Pontualmente às 15 horas desta sexta-feira, na sala de vídeo da Sociedade Francana de Instrução e Trabalho para Cegos de Franca, cerca de 20 deficientes visuais assistidos pela entidade aguardavam ansiosos o início da sessão de cinema. Pela primeira vez, eles puderam acompanhar e, principalmente, entender um filme do começo ao fim. Em cartaz o longa nacional Chico Xavier. A iniciativa só foi possível graças ao recurso de audiodescrição, que detalha em áudio todas as informações veiculadas visualmente.

O músico Odair Moreira Matos, 40, convive com um atrofiamento do nervo óptico e não enxerga há 17 anos. A deficiência o impediu de frequentar os cinemas. No último sábado, ele participou do lançamento do filme Chico Xavier com o recurso, promovido pela Sony Pictures Home Entertainment, em São Paulo. Ele demonstra empolgação ao falar da experiência. “É muito legal. Consegui entender o filme inteiro e até me emocionei. Chico Xavier mostra como chegar à perfeição com humildade e caridade. Ele ensina o amor ao próximo”, ressalta.
 
Ao falar das barreiras que os deficientes visuais enfrentam no cinema e na televisão, Odair ainda ironiza o filme Náufrago, protagonizado por Tom Hanks, que quase não tem falas. “Li o livro O Senhor dos Aneis, mas no cinema não consegui entender nada. Já no Programa do Jô, quando ele entrevista algum estrangeiro o cego deve saber falar inglês para entender, já que o áudio fica em inglês apenas com legendas em português”, critica.
 
Aos 14 anos, Diego de Lima Ribeiro estava curioso para saber como o recurso funcionava, afinal, só foi uma vez ao cinema e quando era criança. “Eu nem me lembro.

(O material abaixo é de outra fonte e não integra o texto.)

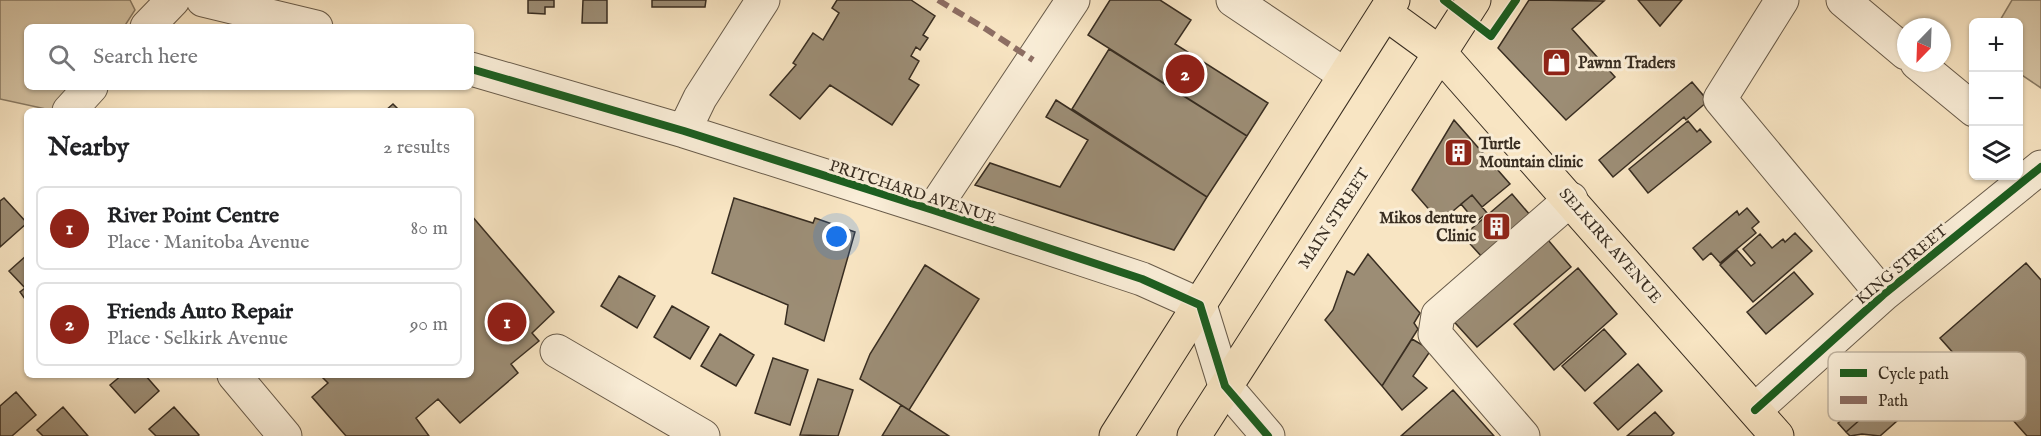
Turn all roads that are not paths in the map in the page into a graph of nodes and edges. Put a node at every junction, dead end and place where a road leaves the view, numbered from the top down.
1 (173, 0) edge
2 (203, 0) edge
3 (763, 0) edge
4 (1073, 0) edge
5 (1233, 0) edge
6 (1474, 0) edge
7 (1782, 0) edge
8 (1843, 0) edge
9 (1389, 7) edge
10 (150, 24) edge
11 (303, 24) edge
12 (1897, 45) edge
13 (1440, 52) junction
14 (474, 70) edge
15 (1928, 72) edge
16 (1345, 75) junction
17 (88, 90) edge
18 (1969, 106) edge
19 (72, 108) edge
20 (684, 131) junction
21 (2023, 151) edge
22 (2041, 167) edge
23 (1571, 199) junction
24 (933, 210) junction
25 (1883, 295) junction
26 (1200, 305) junction
27 (557, 351) dead end
28 (237, 378) edge
29 (1225, 386) junction
30 (1755, 410) junction
31 (285, 436) edge
32 (703, 436) edge
33 (1116, 436) edge
34 (1194, 436) edge
35 (1268, 436) edge
36 (1523, 436) edge
37 (1777, 436) edge

1 - 10 street
2 - 11 street
3 - 20 street
4 - 24 street
5 - 16 street
6 - 13 main road, MAIN STREET
7 - 25 street
8 - 12 street
9 - 13 main road, SELKIRK AVENUE
9 - 16 main road
13 - 23 main road, SELKIRK AVENUE
13 - 29 main road, MAIN STREET
14 - 20 street, PRITCHARD AVENUE
15 - 18 street
16 - 26 main road
17 - 19 street
20 - 24 street, PRITCHARD AVENUE
21 - 22 street
22 - 25 street, KING STREET
23 - 30 main road, SELKIRK AVENUE
23 - 36 street
24 - 26 street, PRITCHARD AVENUE
25 - 30 street, KING STREET
26 - 29 street
26 - 33 main road
27 - 32 street
28 - 31 street
29 - 34 main road, MAIN STREET
29 - 35 street
30 - 37 main road, SELKIRK AVENUE

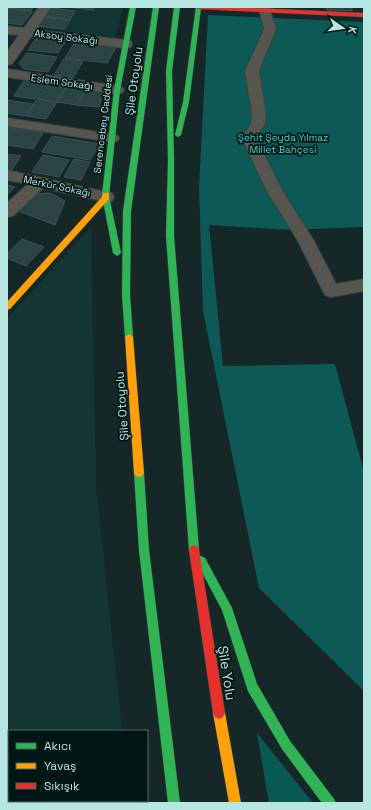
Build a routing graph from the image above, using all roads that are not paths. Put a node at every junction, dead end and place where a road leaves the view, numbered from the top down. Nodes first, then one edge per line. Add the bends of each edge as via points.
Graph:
1 (45, 7) edge
2 (133, 7) edge
3 (156, 7) edge
4 (177, 7) edge
5 (198, 7) edge
6 (265, 10) junction
7 (364, 15) edge
8 (7, 30) edge
9 (28, 32) junction
10 (126, 44) junction
11 (7, 61) edge
12 (7, 73) edge
13 (117, 90) junction
14 (7, 122) edge
15 (112, 138) junction
16 (171, 161) junction
17 (7, 175) edge
18 (40, 182) junction
19 (106, 197) junction
20 (7, 212) edge
21 (364, 285) edge
22 (126, 295) junction
23 (7, 307) edge
24 (194, 547) junction
25 (173, 803) edge
26 (236, 803) edge
27 (330, 803) edge

1 - 9 street
2 - 10 main road, Serencebey Caddesi
3 - 22 main road, Şile Otoyolu via 127,211
4 - 16 main road via 169,71
5 - 6 main road
5 - 16 main road via 186,102
6 - 7 main road
6 - 21 street via 270,29 252,71 258,124 249,138 273,188 306,240 331,291
8 - 9 street, Aksoy Sokağı
9 - 10 street, Aksoy Sokağı
9 - 11 street
10 - 13 main road, Serencebey Caddesi
12 - 13 street, Eslem Sokağı
13 - 15 main road, Serencebey Caddesi
14 - 15 street
15 - 19 main road, Serencebey Caddesi
16 - 24 main road via 170,236
17 - 18 street, Merkür Sokağı
18 - 19 street, Merkür Sokağı
18 - 20 street
19 - 22 main road, Serencebey Caddesi
19 - 23 main road
22 - 25 main road, Şile Otoyolu via 144,550
24 - 26 main road, Şile Yolu via 221,725
24 - 27 main road via 227,608 252,687 286,745

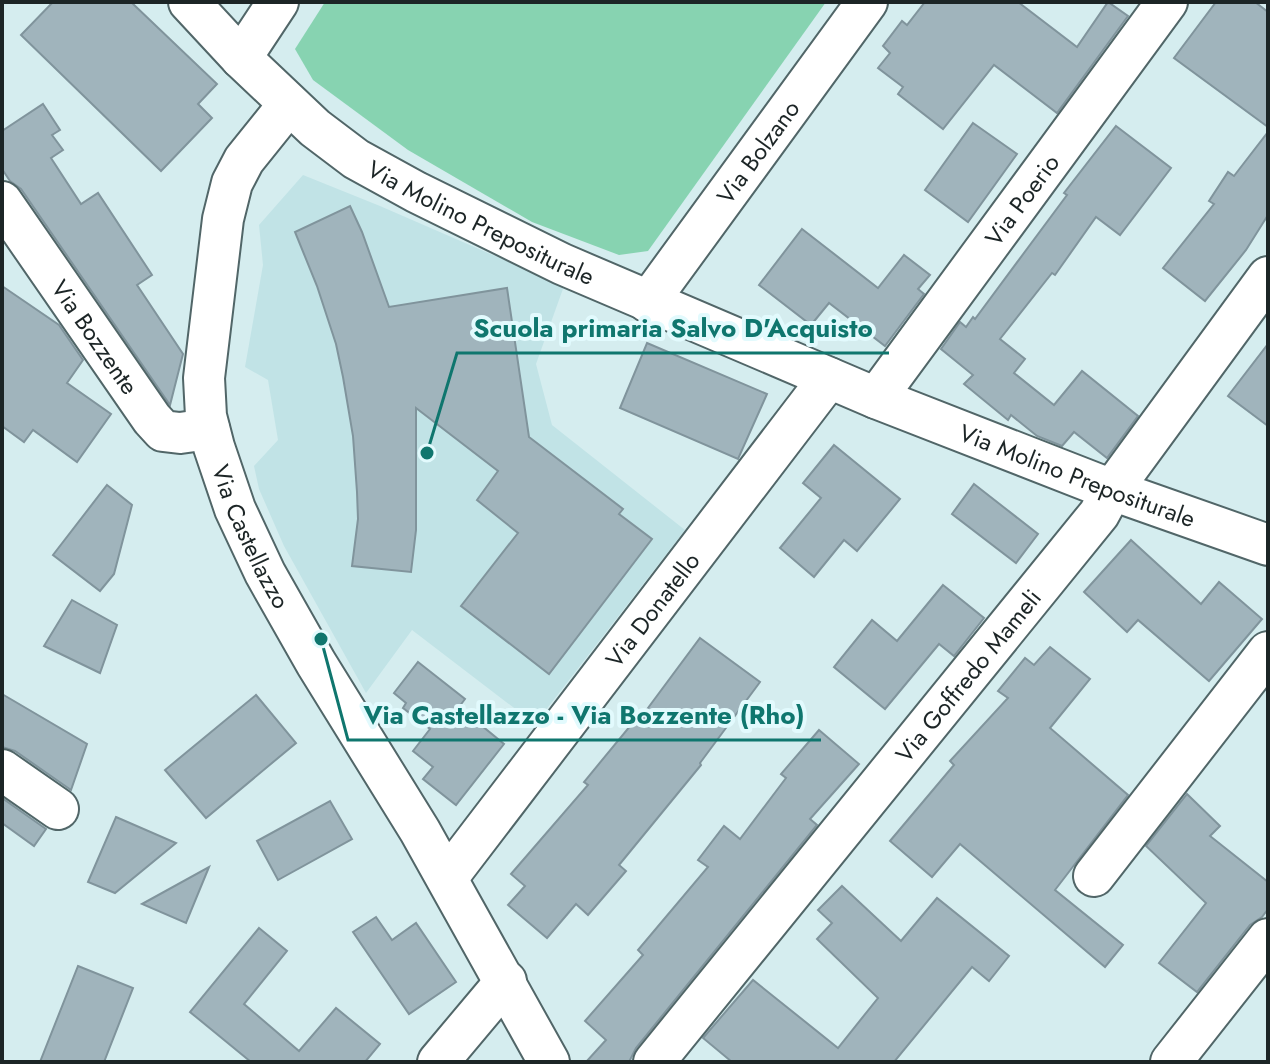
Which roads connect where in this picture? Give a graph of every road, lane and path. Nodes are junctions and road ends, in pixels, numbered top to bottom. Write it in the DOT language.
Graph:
graph roads {
  1 [pos="189,2"];
  2 [pos="278,2"];
  3 [pos="867,2"];
  4 [pos="1167,2"];
  5 [pos="241,58"];
  6 [pos="289,104"];
  7 [pos="2,202"];
  8 [pos="1268,277"];
  9 [pos="648,302"];
  10 [pos="829,378"];
  11 [pos="876,398"];
  12 [pos="209,429"];
  13 [pos="1112,490"];
  14 [pos="1268,545"];
  15 [pos="1268,652"];
  16 [pos="2,770"];
  17 [pos="58,809"];
  18 [pos="1094,876"];
  19 [pos="447,878"];
  20 [pos="1268,939"];
  21 [pos="506,981"];
  22 [pos="438,1062"];
  23 [pos="549,1062"];
  24 [pos="654,1062"];
  25 [pos="1171,1062"];
  1 -- 5 [label="street, Via Molino Prepositurale"];
  2 -- 5 [label="street"];
  3 -- 9 [label="street, Via Bolzano"];
  4 -- 11 [label="street, Via Poerio"];
  5 -- 6 [label="street, Via Molino Prepositurale"];
  6 -- 9 [label="street, Via Molino Prepositurale"];
  6 -- 12 [label="street, Via Castellazzo"];
  7 -- 12 [label="street, Via Bozzente"];
  8 -- 13 [label="street, Via Goffredo Mameli"];
  9 -- 10 [label="street, Via Molino Prepositurale"];
  10 -- 11 [label="street, Via Molino Prepositurale"];
  10 -- 19 [label="street, Via Donatello"];
  11 -- 13 [label="street, Via Molino Prepositurale"];
  12 -- 19 [label="street, Via Castellazzo"];
  13 -- 14 [label="street, Via Molino Prepositurale"];
  13 -- 24 [label="street, Via Goffredo Mameli"];
  15 -- 18 [label="street"];
  16 -- 17 [label="street"];
  19 -- 21 [label="street, Via Castellazzo"];
  20 -- 25 [label="street"];
  21 -- 22 [label="street"];
  21 -- 23 [label="street, Via Castellazzo"];
}
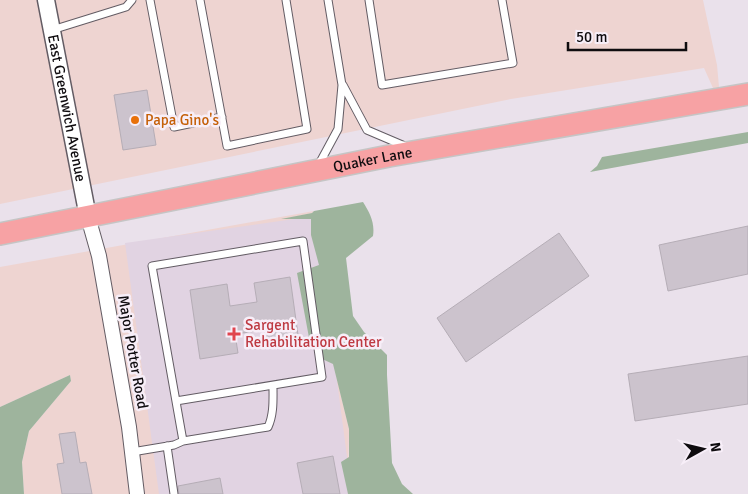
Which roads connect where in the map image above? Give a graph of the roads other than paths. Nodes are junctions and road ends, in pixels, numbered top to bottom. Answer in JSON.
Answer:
{"nodes":[{"id":1,"x":48,"y":0,"type":"edge"},
{"id":2,"x":132,"y":0,"type":"edge"},
{"id":3,"x":150,"y":0,"type":"edge"},
{"id":4,"x":200,"y":0,"type":"edge"},
{"id":5,"x":286,"y":0,"type":"edge"},
{"id":6,"x":328,"y":0,"type":"edge"},
{"id":7,"x":369,"y":0,"type":"edge"},
{"id":8,"x":502,"y":0,"type":"edge"},
{"id":9,"x":51,"y":30,"type":"junction"},
{"id":10,"x":342,"y":85,"type":"junction"},
{"id":11,"x":748,"y":94,"type":"edge"},
{"id":12,"x":222,"y":117,"type":"junction"},
{"id":13,"x":417,"y":151,"type":"junction"},
{"id":14,"x":316,"y":171,"type":"junction"},
{"id":15,"x":88,"y":217,"type":"junction"},
{"id":16,"x":0,"y":234,"type":"edge"},
{"id":17,"x":273,"y":386,"type":"junction"},
{"id":18,"x":176,"y":401,"type":"junction"},
{"id":19,"x":183,"y":441,"type":"junction"},
{"id":20,"x":168,"y":446,"type":"junction"},
{"id":21,"x":132,"y":452,"type":"junction"},
{"id":22,"x":137,"y":494,"type":"edge"},
{"id":23,"x":174,"y":494,"type":"edge"}],
"edges":[{"from":1,"to":9,"type":"street","name":"East Greenwich Avenue"},
{"from":2,"to":9,"type":"lane"},
{"from":3,"to":12,"type":"lane"},
{"from":4,"to":12,"type":"lane"},
{"from":5,"to":12,"type":"lane"},
{"from":6,"to":10,"type":"lane"},
{"from":7,"to":8,"type":"lane"},
{"from":9,"to":15,"type":"street","name":"East Greenwich Avenue"},
{"from":10,"to":13,"type":"lane"},
{"from":10,"to":14,"type":"lane"},
{"from":11,"to":13,"type":"main road","name":"Quaker Lane"},
{"from":13,"to":14,"type":"main road","name":"Quaker Lane"},
{"from":14,"to":15,"type":"main road","name":"Quaker Lane"},
{"from":15,"to":16,"type":"main road","name":"Quaker Lane"},
{"from":15,"to":21,"type":"street","name":"Major Potter Road"},
{"from":17,"to":18,"type":"lane"},
{"from":17,"to":18,"type":"lane"},
{"from":17,"to":19,"type":"lane"},
{"from":18,"to":19,"type":"lane"},
{"from":19,"to":20,"type":"lane"},
{"from":20,"to":21,"type":"lane"},
{"from":20,"to":23,"type":"lane"},
{"from":21,"to":22,"type":"street","name":"Major Potter Road"}]}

Minha mãe me chama para ver filme com ela, mas prefiro ir para o meu quarto e ouvir a rádio Difusora”, disse.
Antes da sessão especial começar, os telespectadores fizeram a festa com pipoca, biscoito, rosca e pão caseiro - feito na própria Sociedade. O interessante deste recurso é que nas cenas sem diálogos, o narrador descreve cada ação do personagem, cenário, figurino, expressões, indicação de tempo e outros elementos relevantes para a compreensão da obra.
 
“A Lei da Acessibilidade, regulamentada em 2004, estabelece normas e critérios básicos para a promoção da acessibilidade e o cinema está incluído na área da educação”, afirma Vera Lúcia Alves Taveira, assistente social da Sociedade. “O filme com audiodescrição vem efetivar a tão falada inclusão social”, completa.
 
A psicóloga Veridiana de Andrade Rodrigues, que acompanhou Odair no lançamento do filme e se empenhou para exibi-lo em Franca, acredita que o recurso é fundamental para a independência e autonomia dos deficientes visuais. “Agora eles podem assistir um filme normalmente, sem depender de outra pessoa para ficar explicando. É uma mudança de atitude que começa na sociedade”, ressalta.
 
Por isso, Vera Lúcia já sonha em expandir o projeto de cinema na cidade. “Pretendo entrar em contato com a Moviecom (empresa responsável pelo cinema de Franca) para viabilizar a exibição do filme com o recurso para todos os deficientes visuais”, revela.